The Chief did not inform me as to which competition I was entered until the day of the RoboGames.  “The Sumo Bot competition,” he said. 

Sumobot’s, like their original Japanese namesakes the Sumo wrestlers, win by forcing their opponent out of a circle.  Unlike their ancient Japanese counterparts, Sumobots push and throw their opponents with an angled bulldozer-like blade, not their enormous bodies.  Of course I, Ras Robot do not have an angled blade but the great strength in my hands would, I thought, do just as well.

 The Robot Combat venue was crowded when we arrived at the San Mateo games. The Chief Designer and I pushed our way through the eager crowd gathered around the robo combat cage. 

 “Wow! Great outfit, Dude!” someone shouted from the crowd.  “Where’d you get that? “Yelled someone else. I ignored them; in a few minutes they would see something truly amazing.

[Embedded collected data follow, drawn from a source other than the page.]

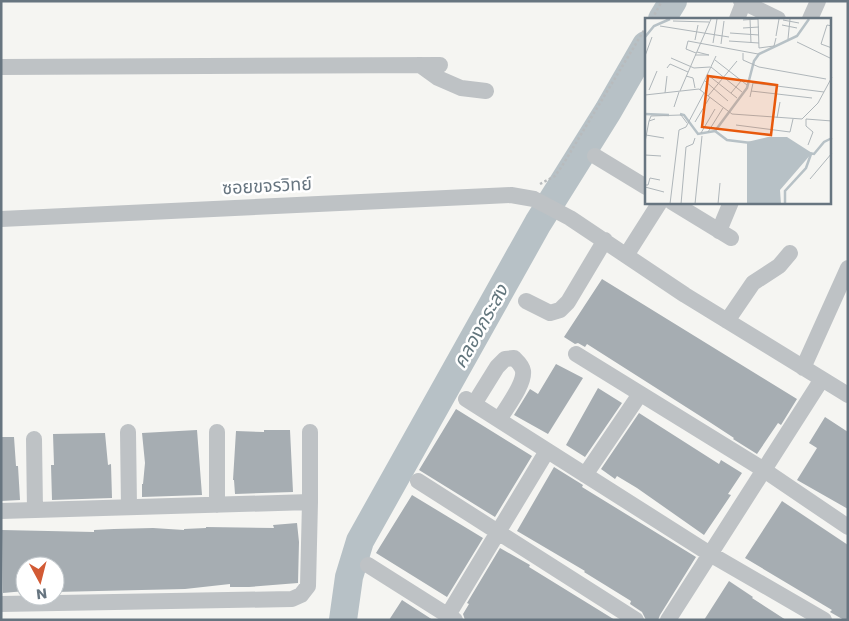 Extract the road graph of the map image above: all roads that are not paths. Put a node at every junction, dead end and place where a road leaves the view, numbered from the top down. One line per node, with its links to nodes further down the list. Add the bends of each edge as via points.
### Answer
1 (818, 1): 5 (street)
2 (743, 2): 3 (street); 4 (street)
3 (737, 18)
4 (776, 18)
5 (810, 18)
6 (420, 65): 7 (street); 8 (street); 9 (street, via 438,78 461,88)
7 (440, 65)
8 (1, 67)
9 (486, 91)
10 (595, 156): 11 (street)
11 (645, 186)
12 (659, 204): 18 (street)
13 (675, 204): 14 (street, via 725,234)
14 (731, 204)
15 (1, 219): 16 (street, ซอยขจรวิทย์, via 511,196 536,192)
16 (606, 240): 18 (street); 20 (street, via 560,310 550,313)
17 (790, 253): 21 (street, via 779,266 753,283)
18 (626, 254): 21 (street)
19 (848, 268): 23 (street)
20 (526, 301)
21 (727, 321): 23 (street)
22 (576, 354): 25 (street)
23 (803, 368): 24 (street)
24 (822, 379): 26 (street); 33 (street)
25 (640, 394): 33 (street); 34 (street)
26 (848, 395)
27 (499, 420): 27 (street, via 470,401 497,367 514,358 521,365 523,380); 32 (street)
28 (128, 432): 38 (street)
29 (217, 432): 37 (street)
30 (310, 432): 36 (street)
31 (34, 439): 39 (street)
32 (547, 452): 34 (street); 42 (street)
33 (764, 470): 41 (street); 43 (street)
34 (585, 475): 43 (street)
35 (418, 481): 42 (street)
36 (310, 502): 37 (street); 45 (street, via 308,586 301,595 292,599)
37 (217, 505): 38 (street)
38 (129, 507): 39 (street)
39 (35, 510): 40 (street)
40 (1, 511)
41 (848, 527)
42 (498, 532): 46 (street); 47 (street)
43 (710, 554): 48 (street); 49 (street)
44 (368, 565): 46 (street)
45 (1, 604)
46 (452, 617)
47 (636, 620)
48 (668, 620)
49 (824, 620) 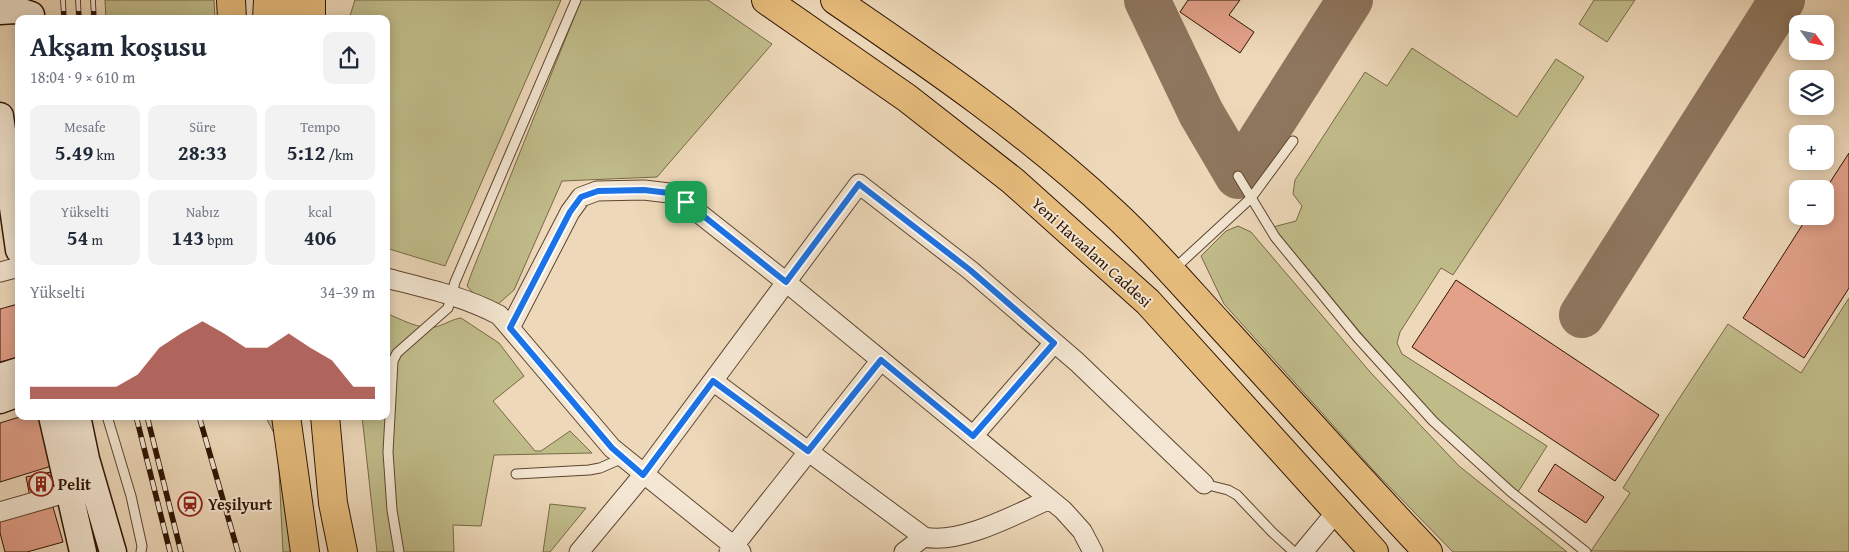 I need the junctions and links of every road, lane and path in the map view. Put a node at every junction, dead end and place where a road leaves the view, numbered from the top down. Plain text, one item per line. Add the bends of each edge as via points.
1 (231, 0) edge
2 (268, 0) edge
3 (576, 0) edge
4 (766, 0) edge
5 (835, 0) edge
6 (0, 11) edge
7 (30, 11) edge
8 (232, 15) edge
9 (267, 15) edge
10 (0, 116) edge
11 (1293, 141) dead end
12 (1238, 176) dead end
13 (1252, 198) junction
14 (15, 222) edge
15 (15, 268) edge
16 (0, 272) edge
17 (1171, 272) junction
18 (390, 279) edge
19 (786, 282) junction
20 (452, 295) junction
21 (510, 328) junction
22 (1054, 343) junction
23 (881, 360) junction
24 (15, 372) edge
25 (0, 377) edge
26 (713, 381) junction
27 (15, 394) edge
28 (0, 400) edge
29 (390, 416) edge
30 (53, 420) edge
31 (78, 420) edge
32 (108, 420) edge
33 (287, 420) edge
34 (303, 420) edge
35 (325, 420) edge
36 (342, 420) edge
37 (390, 420) edge
38 (973, 436) junction
39 (808, 451) junction
40 (623, 458) junction
41 (516, 474) dead end
42 (643, 475) junction
43 (1204, 484) joint
44 (1365, 485) junction
45 (68, 492) junction
46 (1050, 499) junction
47 (1337, 511) junction
48 (0, 512) edge
49 (924, 537) junction
50 (951, 545) edge
51 (734, 550) edge
52 (83, 552) edge
53 (113, 552) edge
54 (141, 552) edge
55 (305, 552) edge
56 (318, 552) edge
57 (343, 552) edge
58 (353, 552) edge
59 (399, 552) edge
60 (580, 552) edge
61 (904, 552) edge
62 (1093, 552) edge
63 (1294, 552) edge
64 (1303, 552) edge
65 (1374, 552) edge
66 (1428, 552) edge
67 (1586, 552) edge

1 - 8 main road
2 - 9 main road
3 - 20 lane
4 - 47 main road, Yeni Havaalanı Caddesi via 907,98 1028,193 1148,302
5 - 17 main road via 919,57 1048,155 1115,214
6 - 7 main road
10 - 14 main road
11 - 13 lane
12 - 13 lane
13 - 17 lane
13 - 67 lane via 1275,236 1357,337 1433,421 1511,492
15 - 16 street
17 - 44 main road
18 - 20 street
19 - 21 street via 686,202 669,193 598,191 581,197 574,206
19 - 22 street via 859,184 970,270
19 - 23 street
19 - 26 street
20 - 21 street via 499,315
20 - 29 lane via 448,308 397,353 393,361
21 - 40 street
22 - 38 street
22 - 43 street
23 - 38 street
23 - 39 street
24 - 25 main road
26 - 39 street
26 - 42 street
27 - 28 main road
30 - 45 main road
31 - 53 main road
32 - 54 lane via 132,496
33 - 55 main road
34 - 56 main road
35 - 57 main road via 333,503
36 - 58 main road
37 - 59 lane via 388,452 392,510
38 - 46 street
39 - 49 street
39 - 51 street
40 - 41 lane via 589,470
40 - 42 street
42 - 51 street
42 - 60 street
43 - 63 lane via 1237,495
44 - 47 main road
44 - 66 main road
45 - 48 street
45 - 52 main road
46 - 50 street via 967,534
46 - 62 street via 1082,531
47 - 64 street
47 - 65 main road, Yeni Havaalanı Caddesi
49 - 50 street
49 - 61 street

 The Robo-One competition was first. This year, on this side of the Pacific it was billed as Robo-22. Odd numbers in Japan, even everywhere else. The competitions were great. It thrilled me how well my lesser cousins were advancing. And the developers were ordinary humans, not big corporations with money to throw away. I felt a thrill knowing the Singularity drew nearer with every competition.

Watching the Robo-One competitors I finally understood why it would not have been right for me to compete: their flimsy frames were simply no match for my titanium alloy body.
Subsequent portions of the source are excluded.